*What the exercise asks:* Where in the records does the word "Right" appear? Copy each line that holds it.

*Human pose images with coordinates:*
--------------------------------

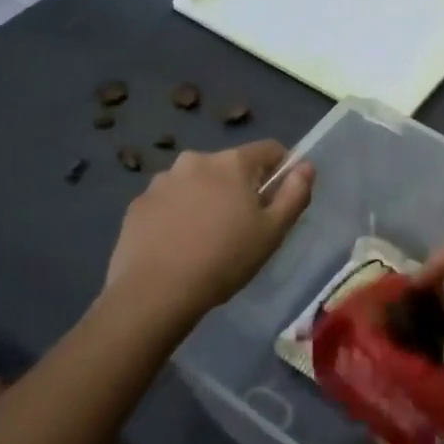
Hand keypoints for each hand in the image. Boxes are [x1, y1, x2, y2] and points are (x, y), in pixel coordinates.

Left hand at [100, 141, 313, 327]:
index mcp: (232, 162)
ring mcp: (161, 181)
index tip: (278, 199)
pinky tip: (178, 245)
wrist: (155, 293)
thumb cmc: (224, 259)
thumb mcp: (273, 231)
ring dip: (206, 199)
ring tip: (205, 238)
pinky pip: (168, 202)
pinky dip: (178, 214)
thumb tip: (306, 166)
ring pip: (197, 183)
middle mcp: (195, 160)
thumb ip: (295, 193)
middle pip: (230, 166)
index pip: (269, 149)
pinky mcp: (137, 204)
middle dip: (240, 187)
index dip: (280, 170)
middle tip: (242, 226)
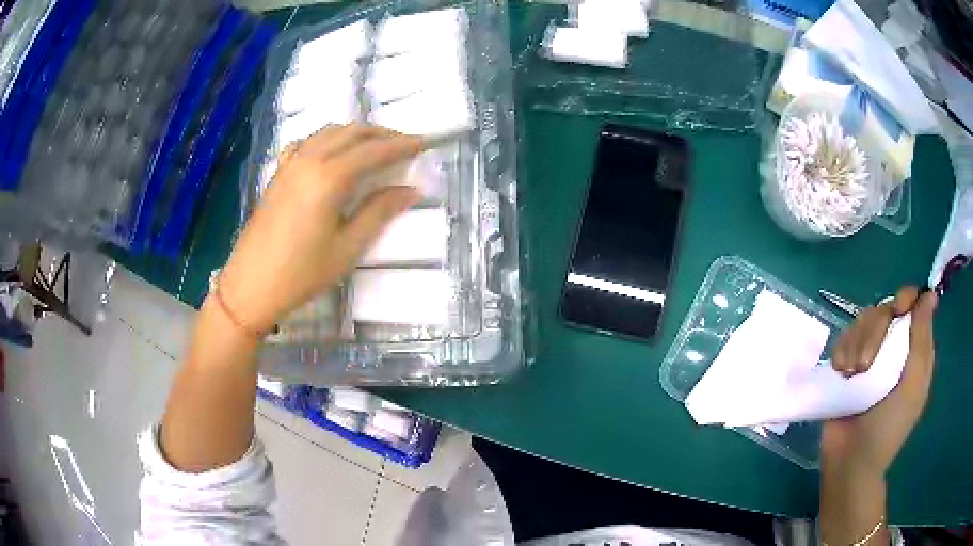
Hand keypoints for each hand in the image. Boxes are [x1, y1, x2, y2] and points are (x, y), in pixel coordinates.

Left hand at [219, 124, 424, 332]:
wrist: (251, 286)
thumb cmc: (301, 274)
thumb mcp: (347, 249)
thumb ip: (378, 213)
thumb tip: (410, 190)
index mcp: (328, 178)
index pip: (373, 151)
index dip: (401, 145)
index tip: (423, 143)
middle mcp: (309, 160)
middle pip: (352, 132)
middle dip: (382, 134)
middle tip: (404, 145)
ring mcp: (290, 164)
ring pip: (329, 132)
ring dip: (356, 133)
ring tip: (375, 146)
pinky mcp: (278, 173)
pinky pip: (307, 142)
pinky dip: (328, 139)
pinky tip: (332, 152)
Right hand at [822, 286, 937, 476]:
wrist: (850, 462)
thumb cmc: (887, 428)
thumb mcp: (912, 386)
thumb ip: (922, 340)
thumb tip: (929, 295)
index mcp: (913, 352)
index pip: (912, 306)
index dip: (906, 299)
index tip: (897, 309)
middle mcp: (893, 349)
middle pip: (885, 309)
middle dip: (875, 331)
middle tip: (865, 364)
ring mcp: (869, 358)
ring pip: (862, 321)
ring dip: (856, 343)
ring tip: (850, 373)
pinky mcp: (846, 367)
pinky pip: (844, 339)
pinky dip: (841, 351)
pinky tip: (840, 372)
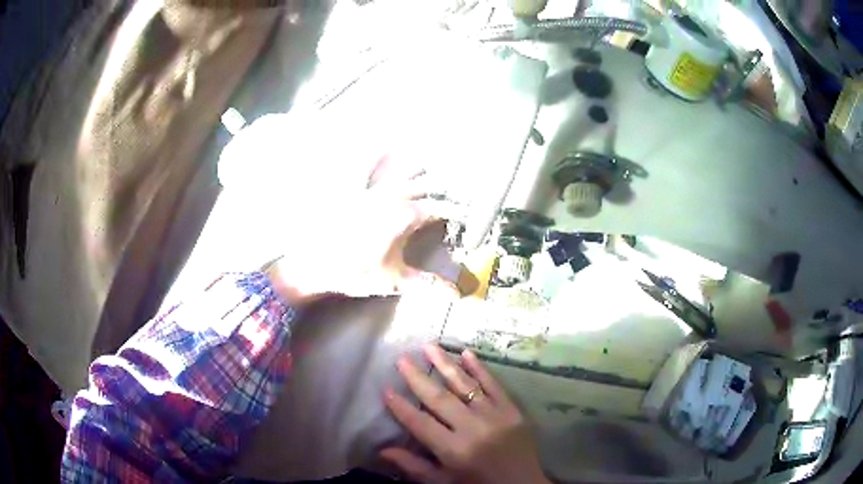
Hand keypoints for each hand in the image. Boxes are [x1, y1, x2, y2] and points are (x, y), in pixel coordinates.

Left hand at [266, 169, 460, 305]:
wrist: (314, 264)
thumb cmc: (355, 273)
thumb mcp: (394, 280)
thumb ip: (427, 284)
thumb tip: (456, 294)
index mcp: (406, 216)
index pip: (442, 209)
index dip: (459, 210)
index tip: (471, 213)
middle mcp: (394, 196)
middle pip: (429, 185)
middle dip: (448, 185)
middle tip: (464, 186)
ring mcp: (373, 189)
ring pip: (404, 171)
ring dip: (423, 169)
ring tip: (438, 164)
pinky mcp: (353, 189)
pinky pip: (366, 166)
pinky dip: (377, 155)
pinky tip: (385, 144)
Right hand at [382, 344, 549, 483]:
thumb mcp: (443, 482)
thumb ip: (413, 467)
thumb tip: (382, 450)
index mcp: (454, 450)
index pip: (420, 424)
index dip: (401, 407)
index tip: (385, 389)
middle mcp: (473, 429)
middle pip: (440, 399)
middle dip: (418, 378)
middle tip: (402, 359)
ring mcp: (495, 416)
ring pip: (466, 386)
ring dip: (446, 364)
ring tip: (429, 346)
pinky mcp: (513, 410)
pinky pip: (494, 385)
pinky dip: (480, 369)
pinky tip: (468, 353)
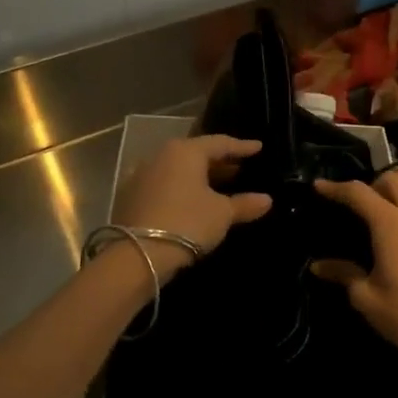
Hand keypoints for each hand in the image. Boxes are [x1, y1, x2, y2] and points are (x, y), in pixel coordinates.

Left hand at [111, 135, 272, 279]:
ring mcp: (141, 174)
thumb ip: (244, 204)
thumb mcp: (221, 214)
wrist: (138, 254)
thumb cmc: (187, 223)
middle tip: (239, 167)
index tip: (258, 147)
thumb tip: (267, 200)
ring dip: (198, 176)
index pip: (219, 143)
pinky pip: (163, 184)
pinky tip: (191, 201)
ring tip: (219, 185)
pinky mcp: (130, 195)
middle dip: (219, 161)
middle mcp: (161, 155)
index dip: (241, 146)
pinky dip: (180, 188)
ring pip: (177, 169)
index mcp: (185, 151)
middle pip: (196, 153)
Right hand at [311, 172, 397, 388]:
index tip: (320, 187)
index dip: (336, 187)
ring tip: (394, 235)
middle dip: (375, 186)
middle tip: (362, 208)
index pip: (358, 193)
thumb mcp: (367, 299)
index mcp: (391, 224)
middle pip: (396, 181)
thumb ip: (344, 274)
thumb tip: (319, 266)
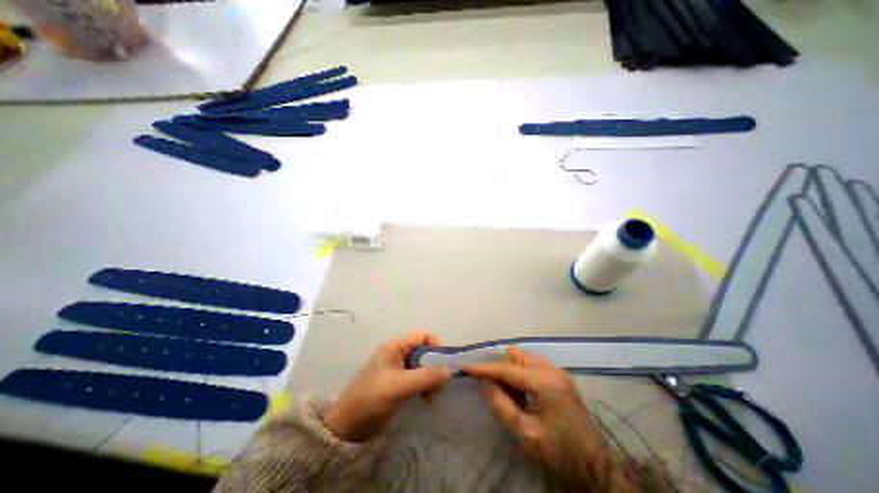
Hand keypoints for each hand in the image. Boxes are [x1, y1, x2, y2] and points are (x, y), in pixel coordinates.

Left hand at [323, 331, 452, 442]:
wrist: (347, 427)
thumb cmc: (371, 398)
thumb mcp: (399, 386)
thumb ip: (425, 377)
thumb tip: (451, 370)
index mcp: (395, 346)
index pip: (423, 336)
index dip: (436, 346)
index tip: (445, 364)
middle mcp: (398, 353)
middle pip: (425, 351)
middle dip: (435, 366)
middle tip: (440, 384)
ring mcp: (399, 368)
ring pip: (424, 365)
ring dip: (431, 378)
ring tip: (432, 395)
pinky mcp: (400, 382)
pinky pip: (419, 377)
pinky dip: (426, 385)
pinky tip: (427, 398)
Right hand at [466, 346, 612, 489]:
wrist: (598, 468)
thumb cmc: (561, 453)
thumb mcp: (526, 434)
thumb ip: (502, 405)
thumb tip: (486, 383)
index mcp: (544, 382)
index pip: (507, 368)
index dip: (485, 368)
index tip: (467, 368)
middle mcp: (551, 369)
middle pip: (515, 355)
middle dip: (501, 368)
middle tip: (497, 390)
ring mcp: (557, 371)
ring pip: (523, 358)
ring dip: (511, 371)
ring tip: (513, 396)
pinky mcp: (560, 376)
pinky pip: (532, 365)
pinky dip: (522, 375)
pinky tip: (524, 395)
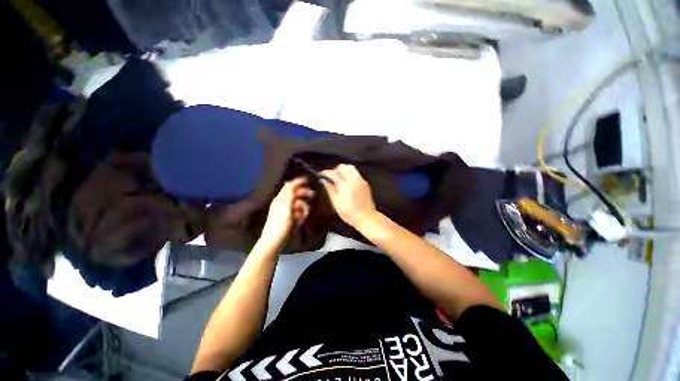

--------------------------------

*Reply:*
Right hand at [822, 286, 937, 476]:
Right hand at [382, 344, 549, 483]:
Right hand at [311, 172, 397, 388]:
Right hand at [466, 346, 612, 489]:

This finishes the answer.